**DIRECTIONS:** What is needed is an exact copy of every entry, without the pictures.

#### DATA LISTING

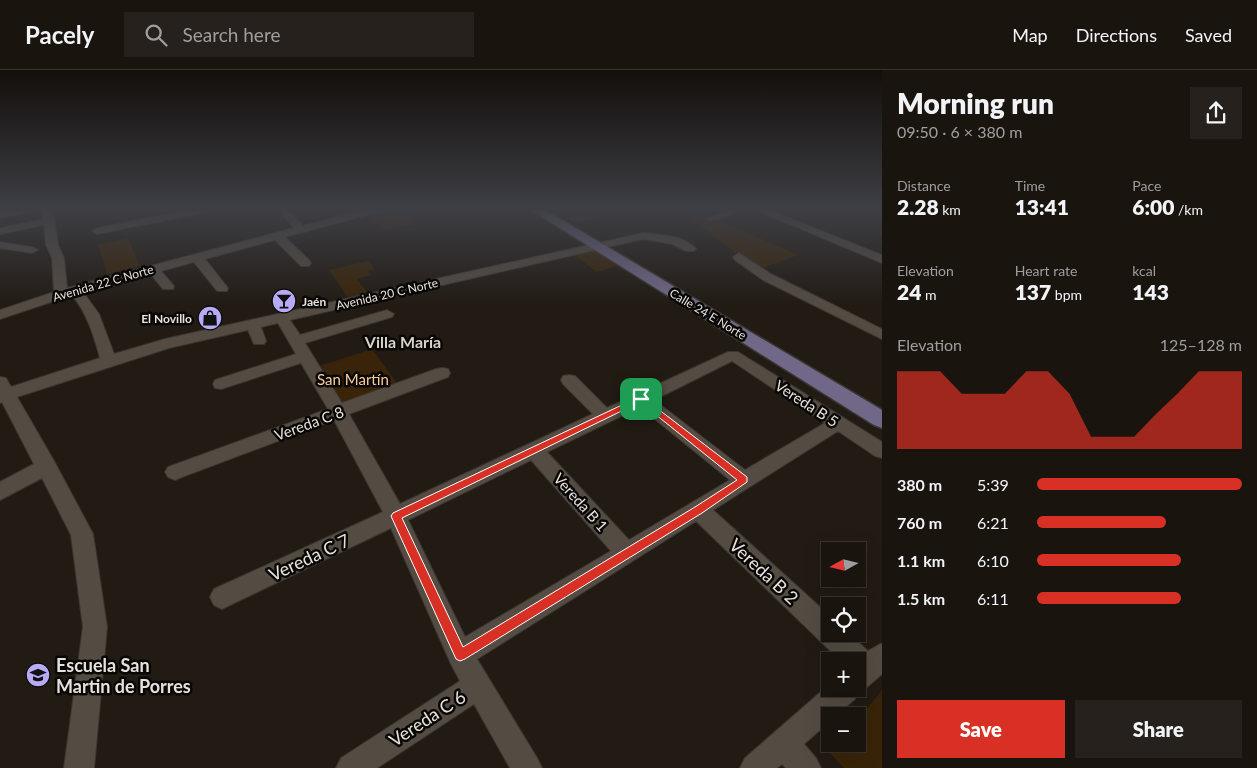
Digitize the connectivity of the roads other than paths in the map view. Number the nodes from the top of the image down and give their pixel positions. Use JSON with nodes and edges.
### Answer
{"nodes":[{"id":1,"x":51,"y":241,"type":"edge"},
{"id":2,"x":259,"y":241,"type":"edge"},
{"id":3,"x":281,"y":241,"type":"edge"},
{"id":4,"x":589,"y":241,"type":"edge"},
{"id":5,"x":622,"y":241,"type":"edge"},
{"id":6,"x":673,"y":241,"type":"edge"},
{"id":7,"x":835,"y":241,"type":"edge"},
{"id":8,"x":0,"y":244,"type":"edge"},
{"id":9,"x":598,"y":246,"type":"junction"},
{"id":10,"x":690,"y":249,"type":"dead end"},
{"id":11,"x":32,"y":250,"type":"dead end"},
{"id":12,"x":197,"y":257,"type":"junction"},
{"id":13,"x":739,"y":257,"type":"dead end"},
{"id":14,"x":882,"y":260,"type":"edge"},
{"id":15,"x":305,"y":263,"type":"dead end"},
{"id":16,"x":153,"y":269,"type":"junction"},
{"id":17,"x":168,"y":286,"type":"dead end"},
{"id":18,"x":222,"y":288,"type":"dead end"},
{"id":19,"x":68,"y":292,"type":"junction"},
{"id":20,"x":387,"y":314,"type":"dead end"},
{"id":21,"x":0,"y":315,"type":"edge"},
{"id":22,"x":282,"y":318,"type":"junction"},
{"id":23,"x":253,"y":324,"type":"junction"},
{"id":24,"x":882,"y":335,"type":"edge"},
{"id":25,"x":259,"y":342,"type":"dead end"},
{"id":26,"x":300,"y":349,"type":"junction"},
{"id":27,"x":733,"y":355,"type":"joint"},
{"id":28,"x":108,"y":361,"type":"junction"},
{"id":29,"x":442,"y":373,"type":"dead end"},
{"id":30,"x":569,"y":380,"type":"dead end"},
{"id":31,"x":221,"y":384,"type":"dead end"},
{"id":32,"x":2,"y":391,"type":"edge"},
{"id":33,"x":641,"y":399,"type":"junction"},
{"id":34,"x":339,"y":412,"type":"junction"},
{"id":35,"x":605,"y":416,"type":"junction"},
{"id":36,"x":882,"y":420,"type":"edge"},
{"id":37,"x":838,"y":423,"type":"junction"},
{"id":38,"x":534,"y":451,"type":"junction"},
{"id":39,"x":882,"y":451,"type":"edge"},
{"id":40,"x":47,"y":466,"type":"junction"},
{"id":41,"x":175,"y":472,"type":"dead end"},
{"id":42,"x":744,"y":480,"type":"junction"},
{"id":43,"x":0,"y":492,"type":"edge"},
{"id":44,"x":699,"y":510,"type":"junction"},
{"id":45,"x":396,"y":516,"type":"junction"},
{"id":46,"x":627,"y":553,"type":"junction"},
{"id":47,"x":222,"y":597,"type":"dead end"},
{"id":48,"x":821,"y":625,"type":"edge"},
{"id":49,"x":840,"y":642,"type":"edge"},
{"id":50,"x":460,"y":655,"type":"junction"},
{"id":51,"x":869,"y":668,"type":"edge"},
{"id":52,"x":478,"y":685,"type":"junction"},
{"id":53,"x":837,"y":697,"type":"edge"},
{"id":54,"x":783,"y":743,"type":"junction"},
{"id":55,"x":79,"y":768,"type":"edge"},
{"id":56,"x":351,"y":768,"type":"edge"},
{"id":57,"x":527,"y":768,"type":"edge"},
{"id":58,"x":755,"y":768,"type":"edge"},
{"id":59,"x":806,"y":768,"type":"edge"}],
"edges":[{"from":1,"to":19,"type":"street"},
{"from":2,"to":12,"type":"street","name":"Avenida 22 C Norte"},
{"from":3,"to":15,"type":"street"},
{"from":4,"to":9,"type":"main road","name":"Calle 24 E Norte"},
{"from":5,"to":9,"type":"street","name":"Avenida 20 C Norte"},
{"from":6,"to":10,"type":"street","name":"Avenida 20 C Norte"},
{"from":7,"to":14,"type":"street"},
{"from":8,"to":11,"type":"street"},
{"from":9,"to":22,"type":"street","name":"Avenida 20 C Norte"},
{"from":9,"to":36,"type":"main road","name":"Calle 24 E Norte"},
{"from":12,"to":16,"type":"street","name":"Avenida 22 C Norte"},
{"from":12,"to":18,"type":"street"},
{"from":13,"to":24,"type":"street"},
{"from":16,"to":17,"type":"street"},
{"from":16,"to":19,"type":"street","name":"Avenida 22 C Norte"},
{"from":19,"to":21,"type":"street","name":"Avenida 22 C Norte"},
{"from":19,"to":28,"type":"street"},
{"from":20,"to":26,"type":"street"},
{"from":22,"to":23,"type":"street","name":"Avenida 20 C Norte"},
{"from":22,"to":26,"type":"street"},
{"from":23,"to":25,"type":"street"},
{"from":23,"to":28,"type":"street","name":"Avenida 20 C Norte"},
{"from":26,"to":31,"type":"street"},
{"from":26,"to":34,"type":"street"},
{"from":27,"to":33,"type":"street","name":"Vereda C 7"},
{"from":27,"to":37,"type":"street","name":"Vereda B 5"},
{"from":28,"to":32,"type":"street","name":"Avenida 20 C Norte"},
{"from":29,"to":34,"type":"street","name":"Vereda C 8"},
{"from":30,"to":35,"type":"street"},
{"from":32,"to":40,"type":"street"},
{"from":33,"to":35,"type":"street","name":"Vereda C 7"},
{"from":33,"to":42,"type":"street"},
{"from":34,"to":41,"type":"street","name":"Vereda C 8"},
{"from":34,"to":45,"type":"street"},
{"from":35,"to":38,"type":"street","name":"Vereda C 7"},
{"from":37,"to":39,"type":"street","name":"Vereda B 5"},
{"from":37,"to":42,"type":"street"},
{"from":38,"to":45,"type":"street","name":"Vereda C 7"},
{"from":38,"to":46,"type":"street","name":"Vereda B 1"},
{"from":40,"to":43,"type":"street"},
{"from":40,"to":55,"type":"street"},
{"from":42,"to":44,"type":"street"},
{"from":44,"to":46,"type":"street"},
{"from":44,"to":48,"type":"street","name":"Vereda B 2"},
{"from":45,"to":47,"type":"street","name":"Vereda C 7"},
{"from":45,"to":50,"type":"street"},
{"from":46,"to":50,"type":"street"},
{"from":49,"to":51,"type":"street","name":"Vereda B 2"},
{"from":50,"to":52,"type":"street"},
{"from":52,"to":56,"type":"street","name":"Vereda C 6"},
{"from":52,"to":57,"type":"street"},
{"from":53,"to":54,"type":"street"},
{"from":54,"to":58,"type":"street"},
{"from":54,"to":59,"type":"street"}]}
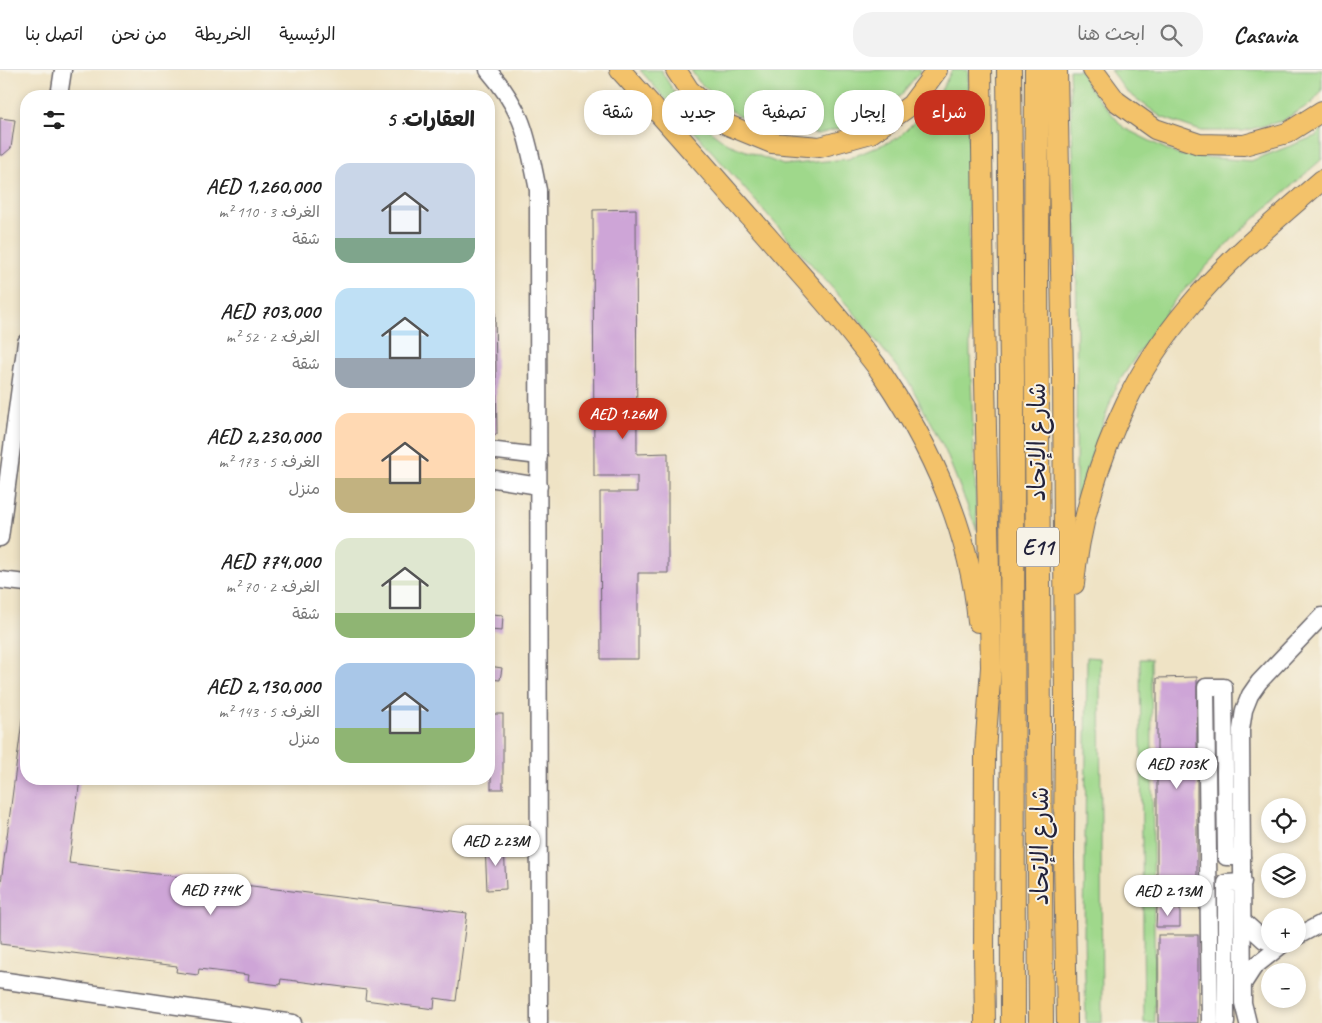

########

**TASK RESULT:**
Digitize the connectivity of the roads other than paths in the map view. Number the nodes from the top of the image down and give their pixel positions. Use JSON with nodes and edges.
### Answer
{"nodes":[{"id":1,"x":51,"y":241,"type":"edge"},
{"id":2,"x":259,"y":241,"type":"edge"},
{"id":3,"x":281,"y":241,"type":"edge"},
{"id":4,"x":589,"y":241,"type":"edge"},
{"id":5,"x":622,"y":241,"type":"edge"},
{"id":6,"x":673,"y":241,"type":"edge"},
{"id":7,"x":835,"y":241,"type":"edge"},
{"id":8,"x":0,"y":244,"type":"edge"},
{"id":9,"x":598,"y":246,"type":"junction"},
{"id":10,"x":690,"y":249,"type":"dead end"},
{"id":11,"x":32,"y":250,"type":"dead end"},
{"id":12,"x":197,"y":257,"type":"junction"},
{"id":13,"x":739,"y":257,"type":"dead end"},
{"id":14,"x":882,"y":260,"type":"edge"},
{"id":15,"x":305,"y":263,"type":"dead end"},
{"id":16,"x":153,"y":269,"type":"junction"},
{"id":17,"x":168,"y":286,"type":"dead end"},
{"id":18,"x":222,"y":288,"type":"dead end"},
{"id":19,"x":68,"y":292,"type":"junction"},
{"id":20,"x":387,"y":314,"type":"dead end"},
{"id":21,"x":0,"y":315,"type":"edge"},
{"id":22,"x":282,"y":318,"type":"junction"},
{"id":23,"x":253,"y":324,"type":"junction"},
{"id":24,"x":882,"y":335,"type":"edge"},
{"id":25,"x":259,"y":342,"type":"dead end"},
{"id":26,"x":300,"y":349,"type":"junction"},
{"id":27,"x":733,"y":355,"type":"joint"},
{"id":28,"x":108,"y":361,"type":"junction"},
{"id":29,"x":442,"y":373,"type":"dead end"},
{"id":30,"x":569,"y":380,"type":"dead end"},
{"id":31,"x":221,"y":384,"type":"dead end"},
{"id":32,"x":2,"y":391,"type":"edge"},
{"id":33,"x":641,"y":399,"type":"junction"},
{"id":34,"x":339,"y":412,"type":"junction"},
{"id":35,"x":605,"y":416,"type":"junction"},
{"id":36,"x":882,"y":420,"type":"edge"},
{"id":37,"x":838,"y":423,"type":"junction"},
{"id":38,"x":534,"y":451,"type":"junction"},
{"id":39,"x":882,"y":451,"type":"edge"},
{"id":40,"x":47,"y":466,"type":"junction"},
{"id":41,"x":175,"y":472,"type":"dead end"},
{"id":42,"x":744,"y":480,"type":"junction"},
{"id":43,"x":0,"y":492,"type":"edge"},
{"id":44,"x":699,"y":510,"type":"junction"},
{"id":45,"x":396,"y":516,"type":"junction"},
{"id":46,"x":627,"y":553,"type":"junction"},
{"id":47,"x":222,"y":597,"type":"dead end"},
{"id":48,"x":821,"y":625,"type":"edge"},
{"id":49,"x":840,"y":642,"type":"edge"},
{"id":50,"x":460,"y":655,"type":"junction"},
{"id":51,"x":869,"y":668,"type":"edge"},
{"id":52,"x":478,"y":685,"type":"junction"},
{"id":53,"x":837,"y":697,"type":"edge"},
{"id":54,"x":783,"y":743,"type":"junction"},
{"id":55,"x":79,"y":768,"type":"edge"},
{"id":56,"x":351,"y":768,"type":"edge"},
{"id":57,"x":527,"y":768,"type":"edge"},
{"id":58,"x":755,"y":768,"type":"edge"},
{"id":59,"x":806,"y":768,"type":"edge"}],
"edges":[{"from":1,"to":19,"type":"street"},
{"from":2,"to":12,"type":"street","name":"Avenida 22 C Norte"},
{"from":3,"to":15,"type":"street"},
{"from":4,"to":9,"type":"main road","name":"Calle 24 E Norte"},
{"from":5,"to":9,"type":"street","name":"Avenida 20 C Norte"},
{"from":6,"to":10,"type":"street","name":"Avenida 20 C Norte"},
{"from":7,"to":14,"type":"street"},
{"from":8,"to":11,"type":"street"},
{"from":9,"to":22,"type":"street","name":"Avenida 20 C Norte"},
{"from":9,"to":36,"type":"main road","name":"Calle 24 E Norte"},
{"from":12,"to":16,"type":"street","name":"Avenida 22 C Norte"},
{"from":12,"to":18,"type":"street"},
{"from":13,"to":24,"type":"street"},
{"from":16,"to":17,"type":"street"},
{"from":16,"to":19,"type":"street","name":"Avenida 22 C Norte"},
{"from":19,"to":21,"type":"street","name":"Avenida 22 C Norte"},
{"from":19,"to":28,"type":"street"},
{"from":20,"to":26,"type":"street"},
{"from":22,"to":23,"type":"street","name":"Avenida 20 C Norte"},
{"from":22,"to":26,"type":"street"},
{"from":23,"to":25,"type":"street"},
{"from":23,"to":28,"type":"street","name":"Avenida 20 C Norte"},
{"from":26,"to":31,"type":"street"},
{"from":26,"to":34,"type":"street"},
{"from":27,"to":33,"type":"street","name":"Vereda C 7"},
{"from":27,"to":37,"type":"street","name":"Vereda B 5"},
{"from":28,"to":32,"type":"street","name":"Avenida 20 C Norte"},
{"from":29,"to":34,"type":"street","name":"Vereda C 8"},
{"from":30,"to":35,"type":"street"},
{"from":32,"to":40,"type":"street"},
{"from":33,"to":35,"type":"street","name":"Vereda C 7"},
{"from":33,"to":42,"type":"street"},
{"from":34,"to":41,"type":"street","name":"Vereda C 8"},
{"from":34,"to":45,"type":"street"},
{"from":35,"to":38,"type":"street","name":"Vereda C 7"},
{"from":37,"to":39,"type":"street","name":"Vereda B 5"},
{"from":37,"to":42,"type":"street"},
{"from":38,"to":45,"type":"street","name":"Vereda C 7"},
{"from":38,"to":46,"type":"street","name":"Vereda B 1"},
{"from":40,"to":43,"type":"street"},
{"from":40,"to":55,"type":"street"},
{"from":42,"to":44,"type":"street"},
{"from":44,"to":46,"type":"street"},
{"from":44,"to":48,"type":"street","name":"Vereda B 2"},
{"from":45,"to":47,"type":"street","name":"Vereda C 7"},
{"from":45,"to":50,"type":"street"},
{"from":46,"to":50,"type":"street"},
{"from":49,"to":51,"type":"street","name":"Vereda B 2"},
{"from":50,"to":52,"type":"street"},
{"from":52,"to":56,"type":"street","name":"Vereda C 6"},
{"from":52,"to":57,"type":"street"},
{"from":53,"to":54,"type":"street"},
{"from":54,"to":58,"type":"street"},
{"from":54,"to":59,"type":"street"}]}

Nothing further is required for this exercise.